In this regard, the Singapore Court of Appeal in PT Asuransi Jasa Indonesia (Persero) v Dexia Bank SA  1 SLR(R) 597 made clear that “errors of law or fact, per se, do not engage the public policy of Singapore”. The threshold for setting aside an arbitral award for breach of public policy was very high and it encompasses a narrow scope and should only operate in situations where the upholding of an award would, for example, “shock the conscience” or is “clearly injurious to the public good”
In the case of VV v VW  2 SLR(R) 929 (HC), the Singapore court declined to set aside costs award on the basis that it was in conflict with the public policy in Singapore (in that it offended the principle of proportionality).

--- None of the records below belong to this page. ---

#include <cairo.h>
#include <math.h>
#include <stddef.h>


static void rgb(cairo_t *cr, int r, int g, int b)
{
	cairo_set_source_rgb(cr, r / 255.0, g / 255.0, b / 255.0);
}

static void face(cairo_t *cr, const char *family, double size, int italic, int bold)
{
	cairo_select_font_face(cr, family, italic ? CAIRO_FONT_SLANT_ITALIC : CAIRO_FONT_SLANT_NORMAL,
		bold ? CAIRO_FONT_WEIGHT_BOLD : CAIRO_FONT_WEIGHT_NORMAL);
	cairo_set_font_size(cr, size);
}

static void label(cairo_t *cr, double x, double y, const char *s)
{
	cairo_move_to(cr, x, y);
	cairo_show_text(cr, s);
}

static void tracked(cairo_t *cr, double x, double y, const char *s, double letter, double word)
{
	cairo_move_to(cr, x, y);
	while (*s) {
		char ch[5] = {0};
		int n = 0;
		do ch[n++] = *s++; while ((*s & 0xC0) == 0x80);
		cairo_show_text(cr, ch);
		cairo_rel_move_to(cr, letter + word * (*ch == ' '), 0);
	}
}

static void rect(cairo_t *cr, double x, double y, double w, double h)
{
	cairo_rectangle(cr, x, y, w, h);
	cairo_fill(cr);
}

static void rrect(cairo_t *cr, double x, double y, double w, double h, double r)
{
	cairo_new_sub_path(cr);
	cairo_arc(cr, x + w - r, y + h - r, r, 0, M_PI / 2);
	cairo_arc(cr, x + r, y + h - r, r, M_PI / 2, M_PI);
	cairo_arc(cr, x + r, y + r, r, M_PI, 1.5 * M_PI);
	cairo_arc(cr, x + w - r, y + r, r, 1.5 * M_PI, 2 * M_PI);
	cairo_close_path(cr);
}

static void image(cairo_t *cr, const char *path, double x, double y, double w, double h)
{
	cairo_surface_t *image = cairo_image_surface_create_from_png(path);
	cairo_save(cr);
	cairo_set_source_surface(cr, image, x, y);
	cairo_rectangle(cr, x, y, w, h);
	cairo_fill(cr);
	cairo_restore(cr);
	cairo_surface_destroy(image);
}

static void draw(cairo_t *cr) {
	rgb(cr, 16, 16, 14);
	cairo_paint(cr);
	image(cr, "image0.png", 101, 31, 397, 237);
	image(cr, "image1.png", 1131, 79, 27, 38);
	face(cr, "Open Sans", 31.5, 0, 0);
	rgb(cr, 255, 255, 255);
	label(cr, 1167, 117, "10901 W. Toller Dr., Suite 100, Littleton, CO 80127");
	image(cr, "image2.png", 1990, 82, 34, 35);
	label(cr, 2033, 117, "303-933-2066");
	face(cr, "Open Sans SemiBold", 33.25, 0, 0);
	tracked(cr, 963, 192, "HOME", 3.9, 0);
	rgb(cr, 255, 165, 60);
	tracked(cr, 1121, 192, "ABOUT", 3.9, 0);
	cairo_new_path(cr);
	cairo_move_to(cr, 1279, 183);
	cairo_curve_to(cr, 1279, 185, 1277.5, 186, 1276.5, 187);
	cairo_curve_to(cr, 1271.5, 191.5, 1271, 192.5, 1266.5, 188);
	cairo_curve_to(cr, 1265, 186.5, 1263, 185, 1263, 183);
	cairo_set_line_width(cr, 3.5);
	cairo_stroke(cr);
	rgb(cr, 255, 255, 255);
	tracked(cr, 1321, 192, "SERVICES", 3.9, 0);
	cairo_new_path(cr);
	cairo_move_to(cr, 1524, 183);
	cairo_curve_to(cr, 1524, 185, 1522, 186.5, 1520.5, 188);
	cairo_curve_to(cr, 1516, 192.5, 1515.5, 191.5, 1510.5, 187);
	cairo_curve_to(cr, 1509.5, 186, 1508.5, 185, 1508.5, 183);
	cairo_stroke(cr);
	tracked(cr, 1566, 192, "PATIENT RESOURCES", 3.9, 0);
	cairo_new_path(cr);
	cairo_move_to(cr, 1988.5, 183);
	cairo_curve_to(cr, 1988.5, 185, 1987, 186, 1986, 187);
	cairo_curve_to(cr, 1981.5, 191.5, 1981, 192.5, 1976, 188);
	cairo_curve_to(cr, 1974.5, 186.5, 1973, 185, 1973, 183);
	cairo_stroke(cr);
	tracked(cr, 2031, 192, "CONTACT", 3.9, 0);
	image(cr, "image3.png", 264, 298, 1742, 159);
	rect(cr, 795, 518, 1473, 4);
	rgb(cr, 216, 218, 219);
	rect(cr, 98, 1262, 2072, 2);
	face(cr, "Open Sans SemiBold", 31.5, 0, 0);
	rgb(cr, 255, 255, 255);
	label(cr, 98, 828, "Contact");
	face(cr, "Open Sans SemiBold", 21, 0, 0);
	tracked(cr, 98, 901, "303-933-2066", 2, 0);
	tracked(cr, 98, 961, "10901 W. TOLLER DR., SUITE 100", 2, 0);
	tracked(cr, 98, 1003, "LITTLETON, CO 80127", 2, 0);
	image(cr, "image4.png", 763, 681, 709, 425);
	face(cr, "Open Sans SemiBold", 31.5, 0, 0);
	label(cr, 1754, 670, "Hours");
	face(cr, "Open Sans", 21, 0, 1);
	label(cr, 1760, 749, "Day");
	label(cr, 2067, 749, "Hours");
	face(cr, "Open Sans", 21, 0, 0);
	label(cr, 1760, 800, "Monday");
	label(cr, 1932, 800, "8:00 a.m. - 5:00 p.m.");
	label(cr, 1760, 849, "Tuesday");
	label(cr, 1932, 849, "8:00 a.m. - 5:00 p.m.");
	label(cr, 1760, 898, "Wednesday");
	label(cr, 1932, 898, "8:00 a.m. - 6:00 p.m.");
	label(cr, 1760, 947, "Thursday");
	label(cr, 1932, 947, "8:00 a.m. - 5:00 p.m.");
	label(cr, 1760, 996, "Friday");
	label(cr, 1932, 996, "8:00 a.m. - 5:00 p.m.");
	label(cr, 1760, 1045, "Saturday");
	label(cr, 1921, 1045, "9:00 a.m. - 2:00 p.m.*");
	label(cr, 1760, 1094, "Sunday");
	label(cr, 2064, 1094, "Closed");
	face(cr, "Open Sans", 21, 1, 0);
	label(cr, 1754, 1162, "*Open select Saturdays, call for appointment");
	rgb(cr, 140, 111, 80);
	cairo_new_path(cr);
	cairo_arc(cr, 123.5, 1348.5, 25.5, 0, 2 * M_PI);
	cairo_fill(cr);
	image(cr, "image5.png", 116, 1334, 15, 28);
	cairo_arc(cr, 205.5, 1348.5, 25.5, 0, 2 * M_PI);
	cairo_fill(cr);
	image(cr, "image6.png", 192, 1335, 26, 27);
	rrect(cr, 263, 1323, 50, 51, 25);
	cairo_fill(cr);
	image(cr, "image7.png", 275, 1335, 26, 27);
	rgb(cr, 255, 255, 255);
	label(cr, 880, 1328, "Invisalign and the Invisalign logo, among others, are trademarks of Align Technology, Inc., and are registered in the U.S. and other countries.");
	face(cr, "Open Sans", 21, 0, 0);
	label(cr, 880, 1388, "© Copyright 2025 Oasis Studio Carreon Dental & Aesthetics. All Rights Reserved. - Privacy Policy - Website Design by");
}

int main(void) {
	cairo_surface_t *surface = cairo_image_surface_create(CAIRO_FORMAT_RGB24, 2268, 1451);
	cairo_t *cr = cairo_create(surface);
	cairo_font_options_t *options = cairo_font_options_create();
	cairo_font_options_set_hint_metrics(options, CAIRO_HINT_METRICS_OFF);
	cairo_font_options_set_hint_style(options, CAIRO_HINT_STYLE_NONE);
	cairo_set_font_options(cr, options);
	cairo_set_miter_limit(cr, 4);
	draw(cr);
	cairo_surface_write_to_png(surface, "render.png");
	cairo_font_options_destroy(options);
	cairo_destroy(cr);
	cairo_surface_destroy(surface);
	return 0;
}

In VV v VW  2 SLR(R) 929, even though the Singaporean High Court judge in that case (Prakash J) disapproved of the tribunal’s award and held that it did not follow established legal principles and was disproportionate, the Judge nevertheless held that it was “not part of the public policy of Singapore to ensure that the costs [incurred in an arbitration] are assessed on the basis of any particular principle including the proportionality principle”. The Judge went on to say: “I do not think that the amount of costs awarded by an arbitrator to a successful party…. could ever be considered to be injurious to the public good or shocking to the conscience no matter how unreasonable such an award may prove to be upon examination….. it would be odd for the courts to be able to justify interfering with the quantum of costs awarded by an arbitrator by invoking public policy.”

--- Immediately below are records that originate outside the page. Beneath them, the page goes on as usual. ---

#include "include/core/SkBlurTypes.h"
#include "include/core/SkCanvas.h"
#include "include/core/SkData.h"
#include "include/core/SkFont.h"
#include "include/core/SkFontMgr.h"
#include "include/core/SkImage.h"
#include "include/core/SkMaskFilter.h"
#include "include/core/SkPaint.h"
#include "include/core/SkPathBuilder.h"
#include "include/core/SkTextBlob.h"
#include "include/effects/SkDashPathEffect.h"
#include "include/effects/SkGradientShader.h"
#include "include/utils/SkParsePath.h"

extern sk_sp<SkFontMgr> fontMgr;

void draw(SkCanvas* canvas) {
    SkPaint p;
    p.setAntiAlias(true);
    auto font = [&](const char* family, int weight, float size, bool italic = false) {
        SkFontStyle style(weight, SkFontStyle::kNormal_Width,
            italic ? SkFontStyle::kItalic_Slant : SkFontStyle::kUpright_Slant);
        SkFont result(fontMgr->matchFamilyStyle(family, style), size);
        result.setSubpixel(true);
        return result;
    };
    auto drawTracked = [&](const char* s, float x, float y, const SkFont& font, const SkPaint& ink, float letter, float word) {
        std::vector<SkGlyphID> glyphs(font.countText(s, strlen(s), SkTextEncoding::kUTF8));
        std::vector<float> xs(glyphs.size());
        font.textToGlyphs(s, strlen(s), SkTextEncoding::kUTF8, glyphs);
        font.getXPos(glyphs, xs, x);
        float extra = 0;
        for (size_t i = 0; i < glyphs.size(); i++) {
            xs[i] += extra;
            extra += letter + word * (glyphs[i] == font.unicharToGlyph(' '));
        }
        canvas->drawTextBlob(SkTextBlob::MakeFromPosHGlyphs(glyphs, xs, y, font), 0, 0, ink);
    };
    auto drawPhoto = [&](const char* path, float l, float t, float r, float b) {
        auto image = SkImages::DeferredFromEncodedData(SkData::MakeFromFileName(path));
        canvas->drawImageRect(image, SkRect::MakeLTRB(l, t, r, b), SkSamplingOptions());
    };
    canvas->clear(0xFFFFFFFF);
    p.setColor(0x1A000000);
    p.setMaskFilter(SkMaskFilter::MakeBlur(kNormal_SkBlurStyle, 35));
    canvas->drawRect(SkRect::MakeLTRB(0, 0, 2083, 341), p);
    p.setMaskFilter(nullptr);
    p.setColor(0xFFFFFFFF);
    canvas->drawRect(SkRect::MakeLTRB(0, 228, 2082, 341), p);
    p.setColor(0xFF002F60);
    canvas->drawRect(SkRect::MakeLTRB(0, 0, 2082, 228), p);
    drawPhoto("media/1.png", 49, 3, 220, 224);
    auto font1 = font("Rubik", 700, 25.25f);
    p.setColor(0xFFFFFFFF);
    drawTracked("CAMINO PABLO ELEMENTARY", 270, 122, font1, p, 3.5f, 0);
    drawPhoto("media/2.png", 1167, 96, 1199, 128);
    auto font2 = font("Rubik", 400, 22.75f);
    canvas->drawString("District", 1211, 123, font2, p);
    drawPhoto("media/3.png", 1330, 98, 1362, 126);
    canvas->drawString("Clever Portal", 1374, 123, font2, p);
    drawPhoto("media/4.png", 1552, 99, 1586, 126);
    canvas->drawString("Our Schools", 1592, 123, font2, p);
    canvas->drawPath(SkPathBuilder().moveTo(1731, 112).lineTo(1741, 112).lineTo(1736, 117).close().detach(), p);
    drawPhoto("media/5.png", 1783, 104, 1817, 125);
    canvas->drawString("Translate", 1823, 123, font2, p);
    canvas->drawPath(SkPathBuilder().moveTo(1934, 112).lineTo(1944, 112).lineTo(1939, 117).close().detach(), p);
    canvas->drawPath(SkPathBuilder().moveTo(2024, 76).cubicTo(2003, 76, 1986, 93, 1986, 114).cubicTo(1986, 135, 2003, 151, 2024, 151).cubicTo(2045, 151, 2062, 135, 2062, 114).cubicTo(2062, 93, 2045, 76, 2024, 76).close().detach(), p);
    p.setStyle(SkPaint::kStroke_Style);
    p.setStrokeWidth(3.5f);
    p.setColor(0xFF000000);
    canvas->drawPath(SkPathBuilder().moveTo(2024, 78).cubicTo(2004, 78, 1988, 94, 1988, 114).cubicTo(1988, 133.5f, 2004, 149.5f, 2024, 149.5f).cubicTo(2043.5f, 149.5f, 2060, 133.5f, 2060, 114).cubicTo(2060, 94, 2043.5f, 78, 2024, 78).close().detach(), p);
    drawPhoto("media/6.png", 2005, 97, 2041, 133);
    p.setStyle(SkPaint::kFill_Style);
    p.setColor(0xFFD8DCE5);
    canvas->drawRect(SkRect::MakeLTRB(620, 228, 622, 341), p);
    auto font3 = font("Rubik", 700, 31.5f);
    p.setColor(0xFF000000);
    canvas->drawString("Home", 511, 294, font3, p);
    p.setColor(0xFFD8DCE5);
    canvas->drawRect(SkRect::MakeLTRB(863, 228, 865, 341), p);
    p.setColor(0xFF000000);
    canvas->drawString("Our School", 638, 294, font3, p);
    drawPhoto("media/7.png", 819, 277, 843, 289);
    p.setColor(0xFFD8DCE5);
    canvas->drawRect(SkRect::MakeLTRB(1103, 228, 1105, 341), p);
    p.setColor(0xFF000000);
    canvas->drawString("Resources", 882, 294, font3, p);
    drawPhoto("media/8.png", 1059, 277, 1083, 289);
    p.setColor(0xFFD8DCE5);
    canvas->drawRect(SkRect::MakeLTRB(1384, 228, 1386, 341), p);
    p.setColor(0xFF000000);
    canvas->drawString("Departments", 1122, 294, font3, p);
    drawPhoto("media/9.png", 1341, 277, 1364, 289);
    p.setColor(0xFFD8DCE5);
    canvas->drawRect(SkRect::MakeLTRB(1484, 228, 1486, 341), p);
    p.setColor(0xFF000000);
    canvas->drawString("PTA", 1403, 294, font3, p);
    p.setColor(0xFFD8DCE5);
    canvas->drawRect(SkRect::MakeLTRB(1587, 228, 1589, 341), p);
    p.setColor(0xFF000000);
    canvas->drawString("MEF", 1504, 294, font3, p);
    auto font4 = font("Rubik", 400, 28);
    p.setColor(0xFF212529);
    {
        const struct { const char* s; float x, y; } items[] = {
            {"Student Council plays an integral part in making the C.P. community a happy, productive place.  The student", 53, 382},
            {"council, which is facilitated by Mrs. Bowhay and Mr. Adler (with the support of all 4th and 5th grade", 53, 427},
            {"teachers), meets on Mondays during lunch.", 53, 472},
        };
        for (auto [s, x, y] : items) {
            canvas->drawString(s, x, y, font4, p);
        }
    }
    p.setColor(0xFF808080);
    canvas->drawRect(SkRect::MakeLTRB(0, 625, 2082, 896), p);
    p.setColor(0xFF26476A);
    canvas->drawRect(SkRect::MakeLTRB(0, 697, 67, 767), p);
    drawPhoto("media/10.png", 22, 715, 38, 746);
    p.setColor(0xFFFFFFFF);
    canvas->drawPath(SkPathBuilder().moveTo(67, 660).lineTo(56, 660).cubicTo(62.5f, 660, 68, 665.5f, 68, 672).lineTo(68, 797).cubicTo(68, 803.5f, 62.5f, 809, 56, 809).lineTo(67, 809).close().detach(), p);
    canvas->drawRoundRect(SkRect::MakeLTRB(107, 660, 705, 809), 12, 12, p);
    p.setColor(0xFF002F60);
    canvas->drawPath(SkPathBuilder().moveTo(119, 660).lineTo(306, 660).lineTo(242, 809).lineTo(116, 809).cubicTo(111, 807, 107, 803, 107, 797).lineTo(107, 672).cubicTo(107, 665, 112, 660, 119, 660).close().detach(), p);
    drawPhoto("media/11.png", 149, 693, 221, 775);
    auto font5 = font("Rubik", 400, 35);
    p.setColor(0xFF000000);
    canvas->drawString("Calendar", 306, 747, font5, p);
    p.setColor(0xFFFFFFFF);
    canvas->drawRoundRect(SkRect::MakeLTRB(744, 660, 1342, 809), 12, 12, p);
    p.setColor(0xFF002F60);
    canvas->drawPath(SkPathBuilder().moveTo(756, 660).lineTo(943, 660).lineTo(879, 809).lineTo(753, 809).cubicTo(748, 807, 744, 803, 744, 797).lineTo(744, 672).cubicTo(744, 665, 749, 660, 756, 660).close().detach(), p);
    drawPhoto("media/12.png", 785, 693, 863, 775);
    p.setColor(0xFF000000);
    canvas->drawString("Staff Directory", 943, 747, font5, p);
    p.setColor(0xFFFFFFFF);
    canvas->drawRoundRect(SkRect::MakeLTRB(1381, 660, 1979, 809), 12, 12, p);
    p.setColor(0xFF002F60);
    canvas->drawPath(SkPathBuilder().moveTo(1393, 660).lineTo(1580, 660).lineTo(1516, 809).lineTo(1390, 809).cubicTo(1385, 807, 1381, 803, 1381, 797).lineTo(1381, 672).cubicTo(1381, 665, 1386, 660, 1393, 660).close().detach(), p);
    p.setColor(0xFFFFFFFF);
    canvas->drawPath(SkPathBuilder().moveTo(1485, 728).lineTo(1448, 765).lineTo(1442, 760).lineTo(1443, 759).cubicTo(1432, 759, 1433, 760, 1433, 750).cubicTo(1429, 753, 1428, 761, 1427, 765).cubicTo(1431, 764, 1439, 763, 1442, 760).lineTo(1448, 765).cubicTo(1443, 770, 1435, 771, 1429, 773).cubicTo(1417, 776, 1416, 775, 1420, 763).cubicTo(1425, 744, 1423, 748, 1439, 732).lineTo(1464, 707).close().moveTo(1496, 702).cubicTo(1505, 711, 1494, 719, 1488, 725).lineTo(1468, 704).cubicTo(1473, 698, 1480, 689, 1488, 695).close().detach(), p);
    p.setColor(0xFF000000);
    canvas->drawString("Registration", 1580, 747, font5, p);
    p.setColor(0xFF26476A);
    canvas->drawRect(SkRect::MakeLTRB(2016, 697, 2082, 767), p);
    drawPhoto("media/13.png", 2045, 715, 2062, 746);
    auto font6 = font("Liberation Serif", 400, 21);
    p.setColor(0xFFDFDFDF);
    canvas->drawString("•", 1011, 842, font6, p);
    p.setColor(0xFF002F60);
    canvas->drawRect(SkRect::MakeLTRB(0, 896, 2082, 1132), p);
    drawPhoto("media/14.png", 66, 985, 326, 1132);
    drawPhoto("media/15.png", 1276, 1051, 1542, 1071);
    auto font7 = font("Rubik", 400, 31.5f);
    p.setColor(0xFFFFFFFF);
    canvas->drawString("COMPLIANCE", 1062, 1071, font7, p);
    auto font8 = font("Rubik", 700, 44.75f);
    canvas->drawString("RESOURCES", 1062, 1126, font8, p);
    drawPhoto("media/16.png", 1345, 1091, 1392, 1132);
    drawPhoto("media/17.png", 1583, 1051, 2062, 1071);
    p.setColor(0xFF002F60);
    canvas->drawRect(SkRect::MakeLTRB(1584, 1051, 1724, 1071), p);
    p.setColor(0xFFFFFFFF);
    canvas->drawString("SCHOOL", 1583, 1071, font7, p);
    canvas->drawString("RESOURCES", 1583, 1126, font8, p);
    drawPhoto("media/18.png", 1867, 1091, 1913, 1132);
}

In case of Sui Southern Gas Co Ltd v Habibullah Coastal Power Co (Pte) Ltd  3 SLR 1, the Singapore High Court held that “breach of public policy” cannot be generalized and that the party who alleges such breach should establish the specific public policy that has been breached.
In Prometheus Marine Pte Ltd v King, Ann Rita  SGHC 36, the Singapore High Court held that “[a]n objection based on public policy is to be narrowly construed, and only operates where the award would shock the conscience, is clearly injurious to the public good or wholly offensive to the public, or violates the forum’s most basic notion of morality and justice. Mere errors of fact and/or law made by an arbitral tribunal are not contrary to public policy per se; instead the tribunal’s decision or decision making process must be tainted by fraud, breach of natural justice or some other vitiating facto. A merely “perverse” or “irrational” award cannot amount without more to a breach of public policy. There must be egregious circumstances, such as corruption, bribery or fraud.”

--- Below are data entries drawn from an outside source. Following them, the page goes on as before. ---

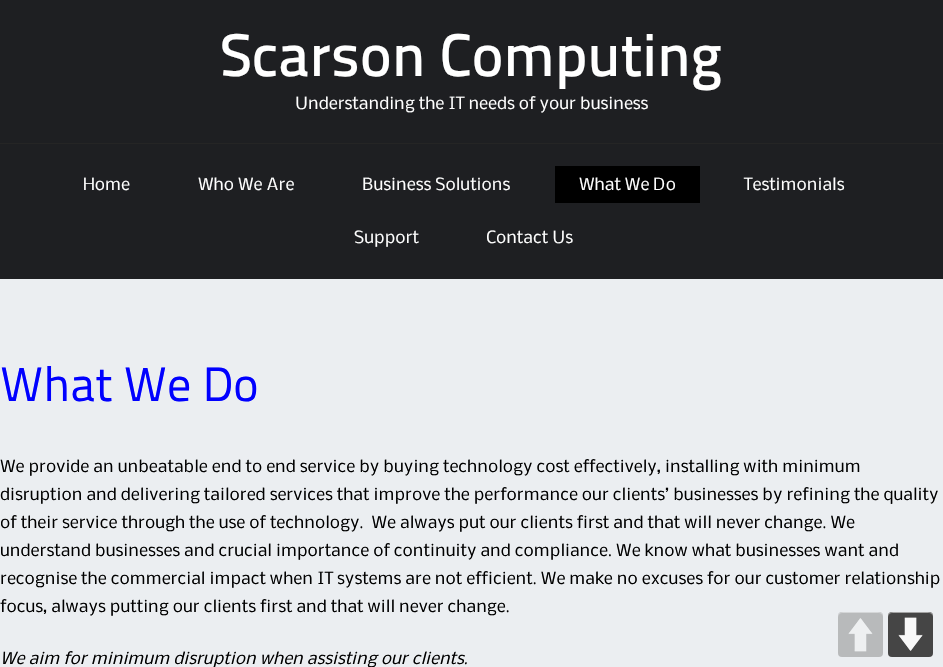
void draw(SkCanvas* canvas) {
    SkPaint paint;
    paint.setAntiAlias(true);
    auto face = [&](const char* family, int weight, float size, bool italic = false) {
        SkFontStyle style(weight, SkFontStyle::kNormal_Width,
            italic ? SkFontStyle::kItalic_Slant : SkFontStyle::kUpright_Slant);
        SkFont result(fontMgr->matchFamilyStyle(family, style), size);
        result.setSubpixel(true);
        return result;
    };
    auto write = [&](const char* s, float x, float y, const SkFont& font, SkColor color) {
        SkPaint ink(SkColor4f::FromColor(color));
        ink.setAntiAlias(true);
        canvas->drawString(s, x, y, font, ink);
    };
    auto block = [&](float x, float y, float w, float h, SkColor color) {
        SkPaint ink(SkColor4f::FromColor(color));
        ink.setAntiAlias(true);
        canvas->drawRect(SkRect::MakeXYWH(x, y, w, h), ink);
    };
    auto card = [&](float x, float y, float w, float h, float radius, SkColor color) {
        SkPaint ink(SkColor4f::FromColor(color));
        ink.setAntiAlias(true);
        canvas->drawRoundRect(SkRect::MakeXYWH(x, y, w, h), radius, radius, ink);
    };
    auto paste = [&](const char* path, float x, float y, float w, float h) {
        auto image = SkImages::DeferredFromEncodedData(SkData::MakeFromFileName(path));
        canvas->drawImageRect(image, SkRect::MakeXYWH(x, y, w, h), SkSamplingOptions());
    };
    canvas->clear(SkColorSetRGB(235, 238, 241));
    block(0, 0, 943, 279, SkColorSetRGB(30, 31, 34));
    auto kFont1 = face("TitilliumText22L", 500, 60);
    write("Scarson Computing", 220, 76, kFont1, SK_ColorWHITE);
    auto kFont2 = face("Nobile", 400, 16);
    write("Understanding the IT needs of your business", 295, 109, kFont2, SK_ColorWHITE);
    block(0, 143, 943, 1, SkColorSetRGB(37, 37, 37));
    write("Home", 83, 190, kFont2, SK_ColorWHITE);
    write("Who We Are", 198, 190, kFont2, SK_ColorWHITE);
    write("Business Solutions", 362, 190, kFont2, SK_ColorWHITE);
    block(555, 166, 145, 37, SK_ColorBLACK);
    write("What We Do", 579, 190, kFont2, SK_ColorWHITE);
    write("Testimonials", 744, 190, kFont2, SK_ColorWHITE);
    write("Support", 354, 243, kFont2, SK_ColorWHITE);
    write("Contact Us", 486, 243, kFont2, SK_ColorWHITE);
    auto kFont3 = face("TitilliumText22L", 400, 48);
    write("What We Do", 0, 401, kFont3, SkColorSetRGB(0, 0, 255));
    write("We provide an unbeatable end to end service by buying technology cost effectively, installing with minimum", 0, 472, kFont2, SK_ColorBLACK);
    write("disruption and delivering tailored services that improve the performance our clients’ businesses by refining the quality", 0, 500, kFont2, SK_ColorBLACK);
    write("of their service through the use of technology.  We always put our clients first and that will never change. We", 0, 528, kFont2, SK_ColorBLACK);
    write("understand businesses and crucial importance of continuity and compliance. We know what businesses want and", 0, 556, kFont2, SK_ColorBLACK);
    write("recognise the commercial impact when IT systems are not efficient. We make no excuses for our customer relationship", 0, 584, kFont2, SK_ColorBLACK);
    write("focus, always putting our clients first and that will never change.", 0, 612, kFont2, SK_ColorBLACK);
    auto kFont4 = face("Nobile", 400, 16, true);
    write("We aim for minimum disruption when assisting our clients.", 0, 664, kFont4, SK_ColorBLACK);
    card(838, 612, 45, 45, 4, SkColorSetRGB(234, 236, 238));
    paste("pic1.png", 838, 612, 45, 45);
    paint.setColor(SkColorSetARGB(128, 241, 243, 245));
    canvas->drawPath(SkPathBuilder().moveTo(842, 613).lineTo(879, 613).cubicTo(881, 613, 883, 615, 883, 617).cubicTo(883, 611, 878, 612, 873, 612).lineTo(848, 612).cubicTo(843, 612, 838, 611, 838, 617).cubicTo(838, 615, 840, 613, 842, 613).close().detach(), paint);
    card(888, 612, 45, 45, 4, SkColorSetRGB(230, 230, 230));
    paste("pic2.png", 888, 612, 45, 45);
    paint.setColor(SkColorSetARGB(128, 255, 255, 255));
    canvas->drawPath(SkPathBuilder().moveTo(892, 613).lineTo(929, 613).cubicTo(931, 613, 933, 615, 933, 617).cubicTo(933, 611, 928, 612, 923, 612).lineTo(898, 612).cubicTo(893, 612, 888, 611, 888, 617).cubicTo(888, 615, 890, 613, 892, 613).close().detach(), paint);
}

Recent Development in India
In case of Punjab State Civil Supplies Corporation Ltd. & Anr. v M/s Atwal Rice & General Mills Rep. by its Partners, the Supreme Court of India inter alia held that that an inquiry into facts cannot be held in execution proceedings in relation to award/decree. The court held that
[i]t is a well-settled principle of law that the executing Court has to execute the decree as it is and it cannot go behind the decree. Likewise, the executing Court cannot hold any kind of factual inquiry which may have the effect of nullifying the decree itself but it can undertake limited inquiry regarding jurisdictional issues which goes to the root of the decree and has the effect of rendering the decree nullity.